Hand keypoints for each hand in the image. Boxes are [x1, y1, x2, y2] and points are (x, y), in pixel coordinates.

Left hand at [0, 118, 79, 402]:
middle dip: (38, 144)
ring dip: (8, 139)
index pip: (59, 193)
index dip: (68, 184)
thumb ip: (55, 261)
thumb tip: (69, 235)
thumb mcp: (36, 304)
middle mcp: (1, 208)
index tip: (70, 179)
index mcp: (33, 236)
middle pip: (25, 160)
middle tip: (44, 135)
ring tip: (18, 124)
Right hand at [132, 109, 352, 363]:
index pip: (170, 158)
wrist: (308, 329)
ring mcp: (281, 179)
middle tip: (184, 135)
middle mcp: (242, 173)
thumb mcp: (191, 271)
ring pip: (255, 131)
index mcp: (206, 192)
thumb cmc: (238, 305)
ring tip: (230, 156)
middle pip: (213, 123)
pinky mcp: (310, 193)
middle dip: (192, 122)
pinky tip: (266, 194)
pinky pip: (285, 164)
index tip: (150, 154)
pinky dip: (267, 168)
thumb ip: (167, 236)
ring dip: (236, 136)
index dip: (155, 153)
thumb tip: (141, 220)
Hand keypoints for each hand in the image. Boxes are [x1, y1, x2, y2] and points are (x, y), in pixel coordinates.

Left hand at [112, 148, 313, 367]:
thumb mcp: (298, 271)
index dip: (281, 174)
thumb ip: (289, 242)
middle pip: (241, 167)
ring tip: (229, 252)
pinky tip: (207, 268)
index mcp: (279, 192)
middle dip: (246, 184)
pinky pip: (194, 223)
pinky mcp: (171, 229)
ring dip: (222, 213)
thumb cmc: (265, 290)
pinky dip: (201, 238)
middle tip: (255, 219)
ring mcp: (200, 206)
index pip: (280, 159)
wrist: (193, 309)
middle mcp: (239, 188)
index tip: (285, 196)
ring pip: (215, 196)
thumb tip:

▬▬▬

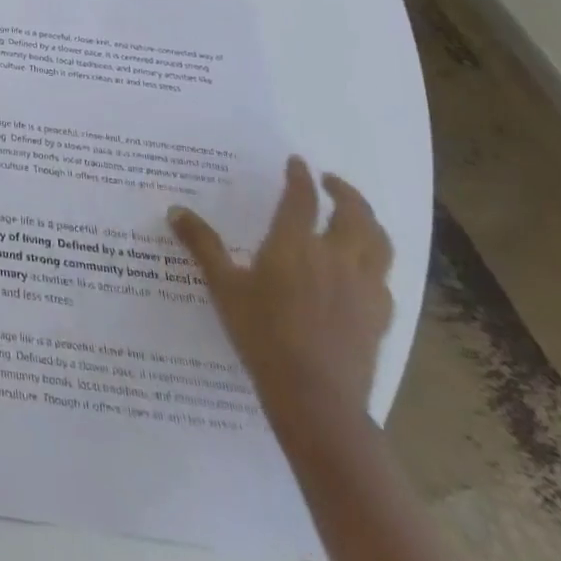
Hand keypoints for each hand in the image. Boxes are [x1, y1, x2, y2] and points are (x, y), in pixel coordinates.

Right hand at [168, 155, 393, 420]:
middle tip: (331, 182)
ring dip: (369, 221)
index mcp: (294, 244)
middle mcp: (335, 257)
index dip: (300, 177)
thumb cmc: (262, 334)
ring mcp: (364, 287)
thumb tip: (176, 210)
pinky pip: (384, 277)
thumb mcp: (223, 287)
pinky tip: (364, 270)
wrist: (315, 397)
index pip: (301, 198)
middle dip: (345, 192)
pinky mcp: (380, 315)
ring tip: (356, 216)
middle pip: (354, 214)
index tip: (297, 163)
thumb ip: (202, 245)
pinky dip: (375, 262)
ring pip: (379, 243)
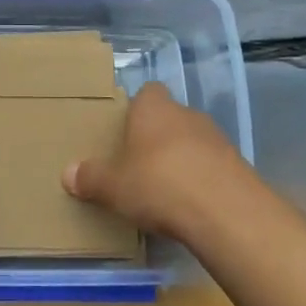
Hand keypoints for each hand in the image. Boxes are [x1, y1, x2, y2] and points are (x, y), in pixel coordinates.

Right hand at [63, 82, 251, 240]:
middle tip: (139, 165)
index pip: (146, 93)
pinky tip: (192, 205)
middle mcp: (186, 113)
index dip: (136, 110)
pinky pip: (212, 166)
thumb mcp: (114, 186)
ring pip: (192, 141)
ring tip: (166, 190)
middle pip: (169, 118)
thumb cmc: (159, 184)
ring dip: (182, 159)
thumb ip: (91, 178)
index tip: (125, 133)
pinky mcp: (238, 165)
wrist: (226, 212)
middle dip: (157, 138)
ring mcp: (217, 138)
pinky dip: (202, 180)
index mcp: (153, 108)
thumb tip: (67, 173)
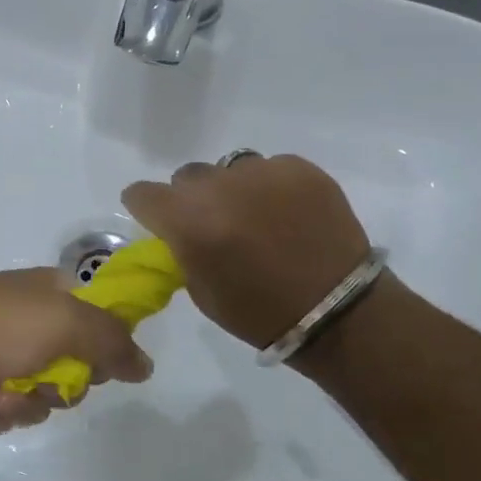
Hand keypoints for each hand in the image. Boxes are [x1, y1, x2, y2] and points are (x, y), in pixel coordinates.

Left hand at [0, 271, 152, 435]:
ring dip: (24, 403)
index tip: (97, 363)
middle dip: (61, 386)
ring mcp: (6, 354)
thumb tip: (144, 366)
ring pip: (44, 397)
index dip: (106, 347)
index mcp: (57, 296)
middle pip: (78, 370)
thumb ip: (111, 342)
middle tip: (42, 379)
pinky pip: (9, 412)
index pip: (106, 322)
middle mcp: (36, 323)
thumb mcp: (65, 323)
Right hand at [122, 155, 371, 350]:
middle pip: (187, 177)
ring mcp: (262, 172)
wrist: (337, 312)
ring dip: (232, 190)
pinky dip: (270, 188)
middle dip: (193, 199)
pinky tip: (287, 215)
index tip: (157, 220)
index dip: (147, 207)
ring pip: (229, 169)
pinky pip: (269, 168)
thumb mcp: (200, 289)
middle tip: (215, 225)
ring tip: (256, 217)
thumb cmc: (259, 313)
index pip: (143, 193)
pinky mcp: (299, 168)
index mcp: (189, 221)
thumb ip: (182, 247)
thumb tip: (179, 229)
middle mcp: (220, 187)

▬▬▬

INSTRUCTIONS TO FOLLOW:
Write down, word for word, the lines above from the one containing "middle tip: (42, 379)" through the one containing "middle mcp: (220, 187)", both ends included.

SOLUTION FOR THIS EXERCISE:
middle tip: (42, 379)
pinky pip: (9, 412)
index pip: (106, 322)
middle mcp: (36, 323)
thumb mcp: (65, 323)
Right hand at [122, 155, 371, 350]:
middle pip: (187, 177)
ring mcp: (262, 172)
wrist: (337, 312)
ring dip: (232, 190)
pinky dip: (270, 188)
middle dip: (193, 199)
pinky tip: (287, 215)
index tip: (157, 220)
index dip: (147, 207)
ring pip: (229, 169)
pinky pip: (269, 168)
thumb mcp: (200, 289)
middle tip: (215, 225)
ring tip: (256, 217)
thumb cmc: (259, 313)
index pip: (143, 193)
pinky mcp: (299, 168)
index mcp: (189, 221)
thumb ip: (182, 247)
thumb tip: (179, 229)
middle mcp: (220, 187)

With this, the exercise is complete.